According to experts, epilepsy has multiple causes, and approximately three out of ten cases are attributed to structural abnormalities in the brain . However, MRI scans often miss these abnormalities, especially the smallest lesions that may be hidden deep within the brain's folds.
A team led by Royal Melbourne Children's Hospital paediatric neurologist Emma MacDonald-Lowers trained an AI tool on brain scans of children to detect lesions the size of a blueberry, or even smaller.
"These lesions often go unnoticed, and many children are not considered to need surgery," McDonald-Lowers noted during a press conference ahead of the study's publication in the journal Epilepsy.
She explained that "this tool does not replace the need for radiologists or epilepsy specialists. Rather, it is more like a detective who helps piece together the disjointed parts of the image more quickly, enabling the patient to suggest a potentially life-changing surgery."
Among the patients participating in the study who had cortical dysplasia and focal epilepsy, 80 percent had previously undergone an MRI with normal results.
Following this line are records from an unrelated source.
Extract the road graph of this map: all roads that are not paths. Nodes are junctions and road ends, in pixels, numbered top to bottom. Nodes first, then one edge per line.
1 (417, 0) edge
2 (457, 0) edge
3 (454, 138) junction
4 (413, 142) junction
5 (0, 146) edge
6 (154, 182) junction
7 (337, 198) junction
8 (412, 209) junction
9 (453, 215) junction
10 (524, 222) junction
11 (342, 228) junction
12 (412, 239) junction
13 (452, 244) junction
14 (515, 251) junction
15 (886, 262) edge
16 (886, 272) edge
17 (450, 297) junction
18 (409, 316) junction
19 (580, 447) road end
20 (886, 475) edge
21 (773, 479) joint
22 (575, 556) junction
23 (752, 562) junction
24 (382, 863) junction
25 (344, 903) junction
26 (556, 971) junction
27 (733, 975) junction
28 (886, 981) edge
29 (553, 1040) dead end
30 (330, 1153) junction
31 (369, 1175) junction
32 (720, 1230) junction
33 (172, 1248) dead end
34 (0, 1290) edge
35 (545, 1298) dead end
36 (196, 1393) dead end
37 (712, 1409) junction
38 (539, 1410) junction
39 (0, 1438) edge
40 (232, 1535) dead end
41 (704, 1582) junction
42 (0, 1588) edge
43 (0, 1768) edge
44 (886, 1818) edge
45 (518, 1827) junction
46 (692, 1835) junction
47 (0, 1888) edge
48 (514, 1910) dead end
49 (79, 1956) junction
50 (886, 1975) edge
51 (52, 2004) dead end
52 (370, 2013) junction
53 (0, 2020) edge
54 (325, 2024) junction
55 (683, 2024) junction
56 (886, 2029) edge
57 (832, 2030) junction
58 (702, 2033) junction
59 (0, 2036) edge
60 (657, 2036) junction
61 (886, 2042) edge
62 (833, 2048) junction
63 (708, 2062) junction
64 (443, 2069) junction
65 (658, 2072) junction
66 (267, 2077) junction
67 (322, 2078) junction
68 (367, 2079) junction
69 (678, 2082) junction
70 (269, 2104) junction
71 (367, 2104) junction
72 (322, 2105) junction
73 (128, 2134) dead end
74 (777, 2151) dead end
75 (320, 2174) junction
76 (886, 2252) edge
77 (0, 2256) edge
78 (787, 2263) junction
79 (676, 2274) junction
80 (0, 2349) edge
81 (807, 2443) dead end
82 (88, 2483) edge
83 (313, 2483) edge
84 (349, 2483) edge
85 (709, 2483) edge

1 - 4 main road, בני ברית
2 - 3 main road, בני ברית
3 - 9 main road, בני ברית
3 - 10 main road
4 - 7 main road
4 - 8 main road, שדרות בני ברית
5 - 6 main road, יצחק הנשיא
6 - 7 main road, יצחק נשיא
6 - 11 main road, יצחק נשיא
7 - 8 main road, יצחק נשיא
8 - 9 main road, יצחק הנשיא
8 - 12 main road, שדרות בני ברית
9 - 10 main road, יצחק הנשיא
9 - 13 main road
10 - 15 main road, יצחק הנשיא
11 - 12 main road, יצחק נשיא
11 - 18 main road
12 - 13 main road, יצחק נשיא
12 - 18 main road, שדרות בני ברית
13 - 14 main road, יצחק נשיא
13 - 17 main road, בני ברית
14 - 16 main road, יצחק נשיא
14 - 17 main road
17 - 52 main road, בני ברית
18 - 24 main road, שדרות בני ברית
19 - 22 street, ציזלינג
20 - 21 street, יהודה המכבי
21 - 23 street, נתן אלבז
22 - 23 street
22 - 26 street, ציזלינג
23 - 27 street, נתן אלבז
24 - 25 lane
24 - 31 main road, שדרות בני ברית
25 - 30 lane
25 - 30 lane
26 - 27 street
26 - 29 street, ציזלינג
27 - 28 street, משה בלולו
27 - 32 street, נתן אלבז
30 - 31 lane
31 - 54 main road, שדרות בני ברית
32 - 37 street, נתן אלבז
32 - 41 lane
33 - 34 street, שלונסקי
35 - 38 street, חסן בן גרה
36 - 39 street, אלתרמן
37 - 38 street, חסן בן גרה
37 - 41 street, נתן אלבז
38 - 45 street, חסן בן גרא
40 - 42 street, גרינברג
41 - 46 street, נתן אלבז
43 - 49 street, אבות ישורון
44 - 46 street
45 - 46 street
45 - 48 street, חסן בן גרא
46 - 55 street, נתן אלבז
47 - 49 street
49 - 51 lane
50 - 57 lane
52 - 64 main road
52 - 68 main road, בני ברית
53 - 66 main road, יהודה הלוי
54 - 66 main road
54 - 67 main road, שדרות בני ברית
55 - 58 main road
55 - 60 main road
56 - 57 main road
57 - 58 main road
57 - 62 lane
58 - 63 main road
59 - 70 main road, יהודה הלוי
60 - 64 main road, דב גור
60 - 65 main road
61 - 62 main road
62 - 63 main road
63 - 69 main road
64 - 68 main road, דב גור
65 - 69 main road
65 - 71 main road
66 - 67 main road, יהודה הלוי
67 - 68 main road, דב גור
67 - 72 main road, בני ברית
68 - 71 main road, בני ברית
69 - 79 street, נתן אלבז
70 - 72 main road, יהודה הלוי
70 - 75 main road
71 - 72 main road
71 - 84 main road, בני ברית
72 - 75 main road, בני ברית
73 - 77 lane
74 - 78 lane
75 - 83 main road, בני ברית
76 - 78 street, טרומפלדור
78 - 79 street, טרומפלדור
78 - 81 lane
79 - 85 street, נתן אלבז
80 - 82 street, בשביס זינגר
When researchers used the AI tool to analyze both MRI scans and another type of medical test, positron emission tomography (PET), the success rate was 94 percent for one group of tests and 91 percent for the other.
Of the 17 children in the first group, 12 underwent surgery to remove brain lesions, and 11 were cured of seizures, according to the MacDonald-Lowers team at the Murdoch Children's Research Institute.
She noted that "the next step is to test this detection tool in a more realistic hospital setting on new patients who have not previously been diagnosed."
Epilepsy that causes recurrent seizures affects about one in 200 children, and medications are ineffective in about a third of patients.